Sentiment in the market is at its lowest in as many months following a dramatic plunge of the Zimbabwean dollar (ZWL$) this week as the currency depreciated 30 percent in just four days.
As of Monday, the local unit was valued at an average of ZWL$ 15 against the USD, but as of this morning it has surpassed the ZWL$ 20 mark with indications pointing to a high possibility of a further drop in value.
Retailers and other various market participants have found it tough to align prices with the developments.
A snap survey by 263ChatBusiness revealed that some businesses in down-town Harare CBD have closed trading to avoid losses.
The ones trading have since made sharp price adjustments to sustain operations.
“We are assessing the situation, but currently we haven’t opened shop as yet because we may run the risk of failing to replenish our stocks. Most of it is imported so I can’t risk,” said one trader who owns a small whole sale.
Government is struggling to stabilize the ZWL$ which was re-introduced in February this year.
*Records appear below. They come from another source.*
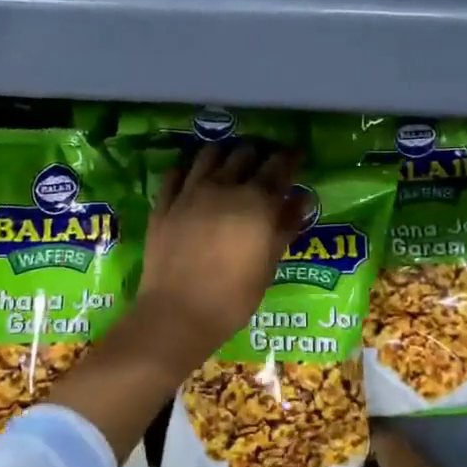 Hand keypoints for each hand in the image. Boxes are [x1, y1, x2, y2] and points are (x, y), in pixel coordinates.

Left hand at [131, 141, 307, 374]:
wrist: (178, 313)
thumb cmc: (233, 296)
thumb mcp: (269, 265)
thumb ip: (286, 226)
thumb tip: (303, 198)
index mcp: (256, 201)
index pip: (279, 166)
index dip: (291, 157)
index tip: (296, 155)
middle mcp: (223, 186)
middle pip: (244, 153)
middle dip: (258, 155)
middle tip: (263, 166)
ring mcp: (189, 192)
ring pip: (209, 154)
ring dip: (224, 154)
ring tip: (229, 164)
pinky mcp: (164, 204)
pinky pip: (176, 173)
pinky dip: (188, 170)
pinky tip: (192, 178)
Since then, the unit has devalued by over 600 percent in less than eight months spiraling inflation to above 500 percent.
Despite the abolishment of the multi-currency system, the USD has however remained the comparative unit for pricing using the ZWL$ in the domestic market.
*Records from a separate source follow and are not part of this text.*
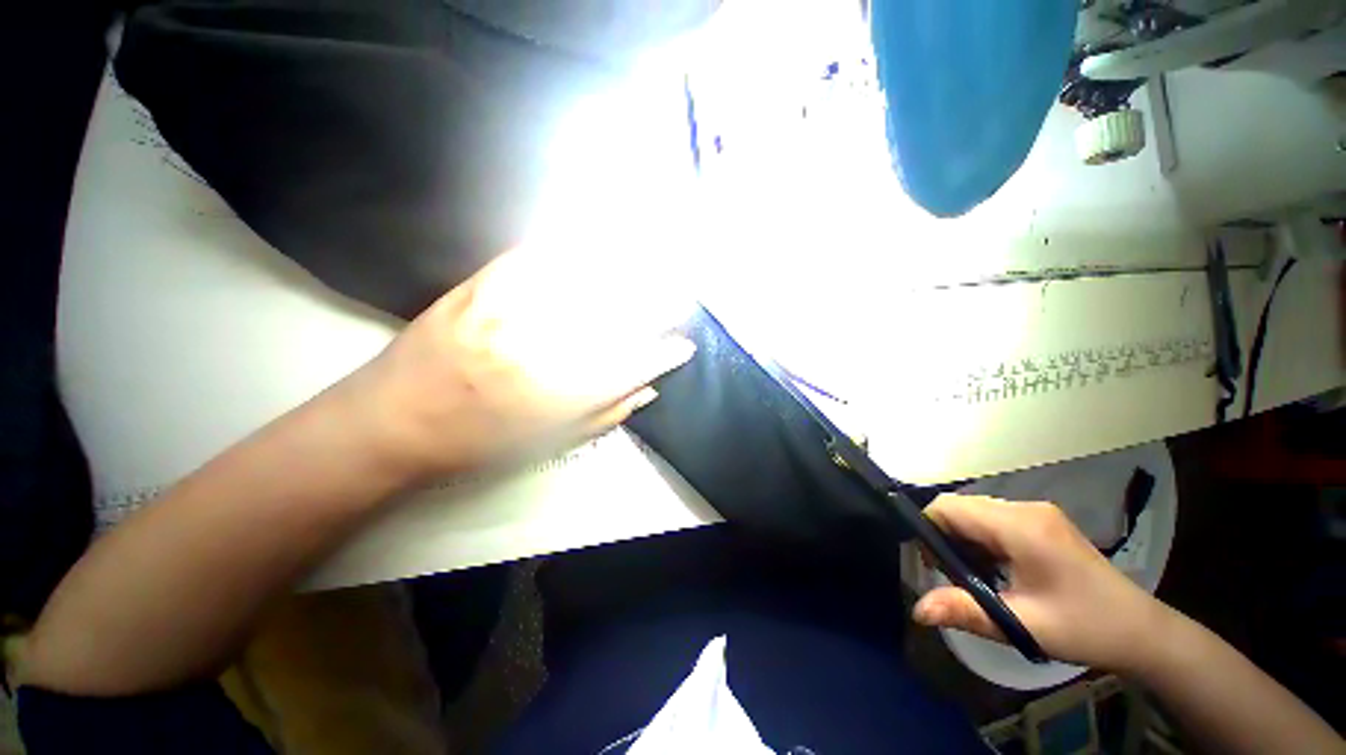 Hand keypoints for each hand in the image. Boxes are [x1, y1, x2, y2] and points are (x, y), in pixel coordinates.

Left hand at [335, 245, 696, 482]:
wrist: (388, 421)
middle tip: (680, 297)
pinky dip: (575, 248)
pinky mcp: (483, 284)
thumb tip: (649, 388)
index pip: (631, 367)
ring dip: (627, 269)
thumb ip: (605, 413)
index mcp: (556, 396)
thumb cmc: (474, 445)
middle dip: (657, 305)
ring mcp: (510, 309)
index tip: (684, 346)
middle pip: (616, 316)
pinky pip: (541, 256)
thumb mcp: (546, 443)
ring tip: (653, 264)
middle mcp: (540, 348)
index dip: (663, 355)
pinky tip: (597, 244)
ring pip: (586, 279)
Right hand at [913, 494, 1172, 672]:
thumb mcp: (1022, 625)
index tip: (933, 566)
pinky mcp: (1042, 522)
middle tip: (952, 577)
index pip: (949, 507)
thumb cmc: (1084, 628)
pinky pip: (993, 520)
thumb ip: (965, 611)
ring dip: (962, 540)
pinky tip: (995, 570)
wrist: (1141, 632)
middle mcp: (1025, 508)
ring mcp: (1036, 513)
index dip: (928, 529)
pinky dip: (981, 541)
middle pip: (960, 507)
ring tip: (974, 577)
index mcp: (1020, 525)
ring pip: (975, 513)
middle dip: (944, 537)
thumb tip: (917, 610)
Monetary authorities say the recent devaluation of the ZWL$ is a result of the end of the tobacco marketing season that had seen an improvement in foreign currency for the country.
“The movements of the exchange rate are a reflection of the fact that we have come to the end of the tobacco marketing season. This country relies on four commodities for foreign currency — gold, tobacco chrome and platinum — and between February to the end of August or early September we had all the four but at the end of August we had only three, so the amount of foreign currency has declined and these movements are a reflection of that,” deputy governor at the Reserve Bank of Zimbabwe, Kupukile Mlambo told legislators earlier this week.
Zimbabwe is also battling serious cash shortages of its own currency coupled by critical levels of foreign reserves to sustain imported essentials such as fuel, medicines and electricity.
Market analysts have already pointed to a negative growth by end of year as economic indicators remain gloomy.